>>>
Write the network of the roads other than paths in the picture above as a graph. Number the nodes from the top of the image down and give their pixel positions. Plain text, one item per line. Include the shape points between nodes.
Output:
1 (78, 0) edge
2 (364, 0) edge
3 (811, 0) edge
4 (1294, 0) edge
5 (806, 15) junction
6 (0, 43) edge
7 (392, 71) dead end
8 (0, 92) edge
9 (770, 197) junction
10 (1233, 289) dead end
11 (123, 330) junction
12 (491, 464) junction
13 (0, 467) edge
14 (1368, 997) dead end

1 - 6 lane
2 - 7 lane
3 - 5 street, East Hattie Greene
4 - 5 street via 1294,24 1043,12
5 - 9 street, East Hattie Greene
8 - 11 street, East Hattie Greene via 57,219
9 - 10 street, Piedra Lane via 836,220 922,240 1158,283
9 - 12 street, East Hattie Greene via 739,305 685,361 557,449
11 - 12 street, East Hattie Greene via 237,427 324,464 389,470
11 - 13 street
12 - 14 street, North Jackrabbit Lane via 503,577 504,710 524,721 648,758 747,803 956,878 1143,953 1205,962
<<<
### [Exercise directions]
Please transcribe the entries above exactly as written.

### [Problem solution]
Write the network of the roads other than paths in the picture above as a graph. Number the nodes from the top of the image down and give their pixel positions. Plain text, one item per line. Include the shape points between nodes.
Output:
1 (78, 0) edge
2 (364, 0) edge
3 (811, 0) edge
4 (1294, 0) edge
5 (806, 15) junction
6 (0, 43) edge
7 (392, 71) dead end
8 (0, 92) edge
9 (770, 197) junction
10 (1233, 289) dead end
11 (123, 330) junction
12 (491, 464) junction
13 (0, 467) edge
14 (1368, 997) dead end

1 - 6 lane
2 - 7 lane
3 - 5 street, East Hattie Greene
4 - 5 street via 1294,24 1043,12
5 - 9 street, East Hattie Greene
8 - 11 street, East Hattie Greene via 57,219
9 - 10 street, Piedra Lane via 836,220 922,240 1158,283
9 - 12 street, East Hattie Greene via 739,305 685,361 557,449
11 - 12 street, East Hattie Greene via 237,427 324,464 389,470
11 - 13 street
12 - 14 street, North Jackrabbit Lane via 503,577 504,710 524,721 648,758 747,803 956,878 1143,953 1205,962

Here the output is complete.